Repeat the whole listing below, word for word.
(LISTED ENTRIES Opens)
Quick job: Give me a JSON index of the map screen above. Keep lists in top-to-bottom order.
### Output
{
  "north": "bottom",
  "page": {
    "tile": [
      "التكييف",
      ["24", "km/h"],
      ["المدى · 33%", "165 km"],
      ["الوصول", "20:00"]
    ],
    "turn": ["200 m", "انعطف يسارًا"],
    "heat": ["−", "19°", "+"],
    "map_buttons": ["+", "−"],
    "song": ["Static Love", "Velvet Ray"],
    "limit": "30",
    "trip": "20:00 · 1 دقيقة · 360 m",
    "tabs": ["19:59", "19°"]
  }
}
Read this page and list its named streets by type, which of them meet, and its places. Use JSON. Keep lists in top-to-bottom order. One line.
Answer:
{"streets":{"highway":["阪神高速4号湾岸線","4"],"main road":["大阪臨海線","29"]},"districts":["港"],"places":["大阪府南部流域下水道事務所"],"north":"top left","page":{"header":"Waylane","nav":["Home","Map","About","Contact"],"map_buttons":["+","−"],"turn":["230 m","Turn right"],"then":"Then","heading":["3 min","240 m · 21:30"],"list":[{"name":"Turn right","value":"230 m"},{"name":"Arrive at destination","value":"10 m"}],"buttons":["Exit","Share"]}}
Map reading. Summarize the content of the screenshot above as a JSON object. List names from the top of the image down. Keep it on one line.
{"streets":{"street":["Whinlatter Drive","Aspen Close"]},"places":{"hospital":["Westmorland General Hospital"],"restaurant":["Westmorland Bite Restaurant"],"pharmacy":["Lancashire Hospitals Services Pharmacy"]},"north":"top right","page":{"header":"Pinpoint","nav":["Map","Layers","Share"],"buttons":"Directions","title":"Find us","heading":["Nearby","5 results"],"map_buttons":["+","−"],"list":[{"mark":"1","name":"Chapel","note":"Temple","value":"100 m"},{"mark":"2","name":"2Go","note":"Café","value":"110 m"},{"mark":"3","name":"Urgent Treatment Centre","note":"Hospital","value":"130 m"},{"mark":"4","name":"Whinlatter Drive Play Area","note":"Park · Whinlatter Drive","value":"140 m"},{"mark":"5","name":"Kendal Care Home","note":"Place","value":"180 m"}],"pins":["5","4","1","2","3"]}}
(LISTED ENTRIES Closes)
FINISHED TASK
Quick job: Give me a JSON index of the map screen above. Keep lists in top-to-bottom order.
### Output
{
  "north": "bottom",
  "page": {
    "tile": [
      "التكييف",
      ["24", "km/h"],
      ["المدى · 33%", "165 km"],
      ["الوصول", "20:00"]
    ],
    "turn": ["200 m", "انعطف يسارًا"],
    "heat": ["−", "19°", "+"],
    "map_buttons": ["+", "−"],
    "song": ["Static Love", "Velvet Ray"],
    "limit": "30",
    "trip": "20:00 · 1 دقيقة · 360 m",
    "tabs": ["19:59", "19°"]
  }
}
Read this page and list its named streets by type, which of them meet, and its places. Use JSON. Keep lists in top-to-bottom order. One line.
Answer:
{"streets":{"highway":["阪神高速4号湾岸線","4"],"main road":["大阪臨海線","29"]},"districts":["港"],"places":["大阪府南部流域下水道事務所"],"north":"top left","page":{"header":"Waylane","nav":["Home","Map","About","Contact"],"map_buttons":["+","−"],"turn":["230 m","Turn right"],"then":"Then","heading":["3 min","240 m · 21:30"],"list":[{"name":"Turn right","value":"230 m"},{"name":"Arrive at destination","value":"10 m"}],"buttons":["Exit","Share"]}}
Map reading. Summarize the content of the screenshot above as a JSON object. List names from the top of the image down. Keep it on one line.
{"streets":{"street":["Whinlatter Drive","Aspen Close"]},"places":{"hospital":["Westmorland General Hospital"],"restaurant":["Westmorland Bite Restaurant"],"pharmacy":["Lancashire Hospitals Services Pharmacy"]},"north":"top right","page":{"header":"Pinpoint","nav":["Map","Layers","Share"],"buttons":"Directions","title":"Find us","heading":["Nearby","5 results"],"map_buttons":["+","−"],"list":[{"mark":"1","name":"Chapel","note":"Temple","value":"100 m"},{"mark":"2","name":"2Go","note":"Café","value":"110 m"},{"mark":"3","name":"Urgent Treatment Centre","note":"Hospital","value":"130 m"},{"mark":"4","name":"Whinlatter Drive Play Area","note":"Park · Whinlatter Drive","value":"140 m"},{"mark":"5","name":"Kendal Care Home","note":"Place","value":"180 m"}],"pins":["5","4","1","2","3"]}}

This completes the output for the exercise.